After the World War II, a modern classic school of crowd research was constituted that traced its ancestry partly to the social–historical school of French Revolution research. The classic school’s first important propagator was an occasional student of Lefebvre’s, George Rude, whose 1950 doctoral dissertation treated the Paris workers and their uprisings of 1789–91. In his studies on crowds in the French Revolution and on crowds generally in France and England from 1730–1848 (Rude 1964), he identified for the first time the ‘faces in the crowd.’ Together with Eric J. Hobsbawm’s early studies of the pre-and early-industrial workers groups whose rebellious behavior was plausibly labeled ‘collective bargaining by riot’ (Hobsbawm 1952), as well as the related work of Edward P. Thompson, especially his paradigmatic study of The Moral Economy of the English Crowd in the Eighteenth Century (Thompson 1971), the classical canon of a new history from below emerged. These historians understood themselves to be an open and undogmatic variant of a Marxist historiography of the West. At first an oppositional subdiscipline, from the 1960s to the 1990s it quickly gained a wide reputation in academic circles, inspiring numerous other studies.

There was a parallel development in the American social sciences, using modernization theory and quantitative measurements in historical–sociological re-search on crowds. Crucial was a more systematic investigation of possible causal connections between large processes such as industrialization, urbanization, or social crises, and the frequency and geography of crowd occurrences. In a critical test of theory, then-current concepts of collective behavior and of social movement research (relative deprivation, among others) were checked against historical evidence. This led to more refined methods of crowd event analysis, accumulating more precise protest statistics over longer periods and/or testing its geographic diffusion for strategically chosen regions. Exemplary is the work of Tilly et al., in particular the comparative study of France, Italy, and Germany in The Rebellious Century (1975), or the strictly quantitative and simultaneously Thompsonian case study of English riots 1790–1810 (Bohstedt 1983).

2. The Unwritten Program: ‘Subsistence’ And ‘Liberties’

For the longest time, European societies of the early-modern period, including the nineteenth century, figured as the classic time frame for the bulk of crowd research. The essential scope of crowd activities was above all defined by the secular processes of state centralization and national state-building, the expansion of market economies, social polarization, and proletarianization. Viewed from the lower-class angle, one is able to speak of a European age of persistent material shortages. Under conditions of subjection and/or political immaturity, the lower classes found themselves in permanent conflict with authorities and social elites for subsistence guarantees, communal rights and freedoms, and cultural autonomy.

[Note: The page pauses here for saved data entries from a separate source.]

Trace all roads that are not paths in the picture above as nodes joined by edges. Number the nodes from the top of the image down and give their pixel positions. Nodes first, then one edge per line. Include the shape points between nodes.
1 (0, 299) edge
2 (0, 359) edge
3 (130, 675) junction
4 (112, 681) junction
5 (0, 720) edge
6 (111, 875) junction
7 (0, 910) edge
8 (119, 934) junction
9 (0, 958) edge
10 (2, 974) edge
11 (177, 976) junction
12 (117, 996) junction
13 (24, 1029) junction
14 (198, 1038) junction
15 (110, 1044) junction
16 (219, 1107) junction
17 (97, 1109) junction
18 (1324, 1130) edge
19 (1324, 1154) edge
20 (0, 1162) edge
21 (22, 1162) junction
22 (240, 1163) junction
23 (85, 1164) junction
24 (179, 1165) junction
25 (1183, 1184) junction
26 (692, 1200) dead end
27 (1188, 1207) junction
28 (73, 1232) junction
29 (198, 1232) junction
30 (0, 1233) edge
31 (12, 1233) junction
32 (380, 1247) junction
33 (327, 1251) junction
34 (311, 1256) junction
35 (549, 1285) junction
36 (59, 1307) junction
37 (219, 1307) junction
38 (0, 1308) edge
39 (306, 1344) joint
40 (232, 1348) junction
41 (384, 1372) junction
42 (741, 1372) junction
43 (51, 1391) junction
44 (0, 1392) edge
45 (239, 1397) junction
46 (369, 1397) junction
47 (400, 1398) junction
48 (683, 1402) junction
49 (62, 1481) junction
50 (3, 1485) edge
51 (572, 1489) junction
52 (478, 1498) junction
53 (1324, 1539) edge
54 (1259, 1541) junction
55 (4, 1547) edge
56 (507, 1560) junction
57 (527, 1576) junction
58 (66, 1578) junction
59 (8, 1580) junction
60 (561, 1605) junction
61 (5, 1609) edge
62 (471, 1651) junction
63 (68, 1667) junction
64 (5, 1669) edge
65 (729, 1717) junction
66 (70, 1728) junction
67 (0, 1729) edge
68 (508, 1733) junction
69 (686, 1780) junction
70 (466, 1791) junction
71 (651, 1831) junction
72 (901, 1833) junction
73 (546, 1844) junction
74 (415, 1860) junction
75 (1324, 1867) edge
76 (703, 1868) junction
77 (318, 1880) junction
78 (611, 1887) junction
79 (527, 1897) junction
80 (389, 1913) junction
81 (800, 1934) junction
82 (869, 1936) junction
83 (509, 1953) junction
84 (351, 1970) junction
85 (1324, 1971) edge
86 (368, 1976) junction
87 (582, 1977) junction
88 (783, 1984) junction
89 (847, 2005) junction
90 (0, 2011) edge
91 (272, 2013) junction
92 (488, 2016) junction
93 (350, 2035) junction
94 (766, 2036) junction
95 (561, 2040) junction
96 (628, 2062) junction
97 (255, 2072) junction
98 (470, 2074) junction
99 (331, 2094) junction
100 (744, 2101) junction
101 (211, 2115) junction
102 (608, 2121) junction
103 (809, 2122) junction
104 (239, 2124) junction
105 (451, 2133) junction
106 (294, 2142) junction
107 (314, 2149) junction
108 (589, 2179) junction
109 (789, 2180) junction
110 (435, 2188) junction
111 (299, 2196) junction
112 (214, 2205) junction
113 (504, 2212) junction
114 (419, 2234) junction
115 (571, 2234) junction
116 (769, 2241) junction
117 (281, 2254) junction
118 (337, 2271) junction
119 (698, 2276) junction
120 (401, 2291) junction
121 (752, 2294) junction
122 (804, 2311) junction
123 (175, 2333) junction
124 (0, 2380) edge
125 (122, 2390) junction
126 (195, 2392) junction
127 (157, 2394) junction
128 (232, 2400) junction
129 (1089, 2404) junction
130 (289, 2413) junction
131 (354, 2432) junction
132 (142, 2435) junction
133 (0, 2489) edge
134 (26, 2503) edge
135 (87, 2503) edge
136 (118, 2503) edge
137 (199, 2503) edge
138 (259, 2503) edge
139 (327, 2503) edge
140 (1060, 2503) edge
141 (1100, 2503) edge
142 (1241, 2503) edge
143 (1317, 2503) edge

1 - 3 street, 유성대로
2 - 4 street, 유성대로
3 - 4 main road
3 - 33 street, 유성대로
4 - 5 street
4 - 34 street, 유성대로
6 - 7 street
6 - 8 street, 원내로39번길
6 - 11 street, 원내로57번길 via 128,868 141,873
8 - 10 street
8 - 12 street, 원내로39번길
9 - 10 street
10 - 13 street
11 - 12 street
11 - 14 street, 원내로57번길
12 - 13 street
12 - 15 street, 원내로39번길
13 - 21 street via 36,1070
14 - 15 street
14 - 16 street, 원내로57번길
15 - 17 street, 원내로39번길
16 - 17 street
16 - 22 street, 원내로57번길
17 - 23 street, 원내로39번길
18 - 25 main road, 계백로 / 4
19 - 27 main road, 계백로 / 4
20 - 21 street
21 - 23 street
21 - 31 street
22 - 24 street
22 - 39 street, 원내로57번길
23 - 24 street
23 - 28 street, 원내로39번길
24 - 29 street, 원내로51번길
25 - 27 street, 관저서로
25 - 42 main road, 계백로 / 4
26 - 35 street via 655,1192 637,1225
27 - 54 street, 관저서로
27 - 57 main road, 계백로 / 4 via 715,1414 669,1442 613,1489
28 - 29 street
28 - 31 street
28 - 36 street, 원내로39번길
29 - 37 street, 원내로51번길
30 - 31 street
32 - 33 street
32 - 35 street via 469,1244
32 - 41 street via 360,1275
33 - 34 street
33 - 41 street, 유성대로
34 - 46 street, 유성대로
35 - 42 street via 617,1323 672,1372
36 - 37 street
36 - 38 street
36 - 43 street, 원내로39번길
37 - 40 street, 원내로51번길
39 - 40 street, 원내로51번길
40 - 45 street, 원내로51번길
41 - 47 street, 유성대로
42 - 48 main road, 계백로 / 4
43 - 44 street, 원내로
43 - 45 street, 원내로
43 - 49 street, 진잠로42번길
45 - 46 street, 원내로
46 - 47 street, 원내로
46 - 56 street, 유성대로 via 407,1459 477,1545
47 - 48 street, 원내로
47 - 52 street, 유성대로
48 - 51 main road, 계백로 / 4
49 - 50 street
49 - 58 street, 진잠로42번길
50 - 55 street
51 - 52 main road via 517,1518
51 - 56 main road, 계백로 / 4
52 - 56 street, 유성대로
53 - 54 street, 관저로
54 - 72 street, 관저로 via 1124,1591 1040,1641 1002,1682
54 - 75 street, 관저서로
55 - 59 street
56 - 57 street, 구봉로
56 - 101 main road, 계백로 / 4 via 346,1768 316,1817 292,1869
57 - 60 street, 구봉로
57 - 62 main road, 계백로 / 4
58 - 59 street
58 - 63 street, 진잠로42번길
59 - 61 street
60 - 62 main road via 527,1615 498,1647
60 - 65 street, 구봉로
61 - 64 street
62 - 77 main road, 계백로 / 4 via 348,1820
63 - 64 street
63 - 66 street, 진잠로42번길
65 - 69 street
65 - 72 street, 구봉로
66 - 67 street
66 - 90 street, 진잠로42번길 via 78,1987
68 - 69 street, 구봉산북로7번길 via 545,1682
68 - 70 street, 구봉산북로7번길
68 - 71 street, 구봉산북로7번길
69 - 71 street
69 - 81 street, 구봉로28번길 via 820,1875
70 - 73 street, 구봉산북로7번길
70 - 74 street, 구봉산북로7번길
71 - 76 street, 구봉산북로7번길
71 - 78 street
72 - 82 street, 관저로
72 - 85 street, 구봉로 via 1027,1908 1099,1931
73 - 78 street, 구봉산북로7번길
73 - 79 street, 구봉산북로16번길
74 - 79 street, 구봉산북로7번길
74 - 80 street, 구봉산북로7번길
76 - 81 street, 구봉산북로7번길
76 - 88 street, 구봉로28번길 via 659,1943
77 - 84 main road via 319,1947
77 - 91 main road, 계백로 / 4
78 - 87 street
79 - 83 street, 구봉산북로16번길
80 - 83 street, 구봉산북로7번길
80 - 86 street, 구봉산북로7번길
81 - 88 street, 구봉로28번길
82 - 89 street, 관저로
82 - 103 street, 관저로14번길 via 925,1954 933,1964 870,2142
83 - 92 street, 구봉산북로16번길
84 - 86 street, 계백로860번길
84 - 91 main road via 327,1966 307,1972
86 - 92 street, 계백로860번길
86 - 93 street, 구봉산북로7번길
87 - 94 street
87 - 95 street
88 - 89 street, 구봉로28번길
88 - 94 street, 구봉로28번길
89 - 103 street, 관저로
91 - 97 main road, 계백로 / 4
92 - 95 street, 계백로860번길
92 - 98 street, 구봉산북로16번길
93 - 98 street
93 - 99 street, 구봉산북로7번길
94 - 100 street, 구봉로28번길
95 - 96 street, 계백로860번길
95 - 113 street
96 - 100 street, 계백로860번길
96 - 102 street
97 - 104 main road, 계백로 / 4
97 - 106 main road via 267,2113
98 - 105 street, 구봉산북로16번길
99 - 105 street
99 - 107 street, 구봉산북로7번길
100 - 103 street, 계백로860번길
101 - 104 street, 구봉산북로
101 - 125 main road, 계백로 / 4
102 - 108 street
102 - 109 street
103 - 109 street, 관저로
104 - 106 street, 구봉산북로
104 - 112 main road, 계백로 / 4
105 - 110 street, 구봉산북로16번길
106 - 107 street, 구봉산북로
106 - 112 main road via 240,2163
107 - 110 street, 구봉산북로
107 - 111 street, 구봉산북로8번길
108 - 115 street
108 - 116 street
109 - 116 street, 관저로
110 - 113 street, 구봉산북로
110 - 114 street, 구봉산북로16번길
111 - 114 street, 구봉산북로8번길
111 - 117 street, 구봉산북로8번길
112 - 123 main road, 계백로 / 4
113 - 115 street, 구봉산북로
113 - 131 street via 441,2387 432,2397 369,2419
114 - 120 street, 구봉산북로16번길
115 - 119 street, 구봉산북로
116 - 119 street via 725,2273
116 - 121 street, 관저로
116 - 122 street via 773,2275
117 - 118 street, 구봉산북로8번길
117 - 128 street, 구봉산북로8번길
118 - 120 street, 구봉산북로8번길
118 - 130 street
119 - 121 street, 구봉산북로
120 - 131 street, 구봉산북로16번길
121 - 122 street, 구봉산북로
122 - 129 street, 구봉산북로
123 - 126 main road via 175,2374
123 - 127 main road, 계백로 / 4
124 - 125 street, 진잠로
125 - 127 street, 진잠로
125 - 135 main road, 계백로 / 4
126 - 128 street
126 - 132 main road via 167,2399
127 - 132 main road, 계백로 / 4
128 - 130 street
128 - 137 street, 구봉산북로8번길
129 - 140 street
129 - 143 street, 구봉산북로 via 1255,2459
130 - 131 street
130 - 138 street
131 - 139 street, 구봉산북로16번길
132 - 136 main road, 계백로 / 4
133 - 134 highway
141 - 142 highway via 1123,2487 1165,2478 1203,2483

Rude’s and Hobsbawm’s ‘new picture of the crowd’ was and remains largely a counter-image to the previously dominant LeBon tradition. Crowds, it was now shown, were not—as a rule—criminal rabble but people of established residence, average working men and women, poor but orderly folk. Their motivations were a frequent mixture of Jacobin egalitarianism and conservative monarchism. Their collective behavior was one of direct action, and they pursued their thoroughly rational goals with fitting means, this sometimes translating into violence. However, it is said that their violence was predominantly symbolic and a question of efficacy. Moreover, their successes were of limited nature, particularly as their actions were so short-lived and lacking of far-reaching visions. Thus, conflict crowds were to be considered fore-runners of later social and political movements with lasting organizational structures and long-term social–political programs.

These and related studies established a solid canon of conflicting crowds, a European repertoire of riots. These included: peasant uprisings against noble estates, anti-tax protests against mounting state prerogatives, religious riots between competing con-fessions, subsistence-based actions of the rural and urban lower classes, moral rebukes in the tradition of chari ari (rough music), strikes and boycotts of artisans and workers, machine-wrecking, but also aggressive acts of popular monarchic loyalty against alleged enemies of king and church, and xenophobic outbursts against ‘strangers.’ As the latest research for the UK, France, and Germany has shown, in no other early-modern conflict of any duration were crowds so involved as in food riots.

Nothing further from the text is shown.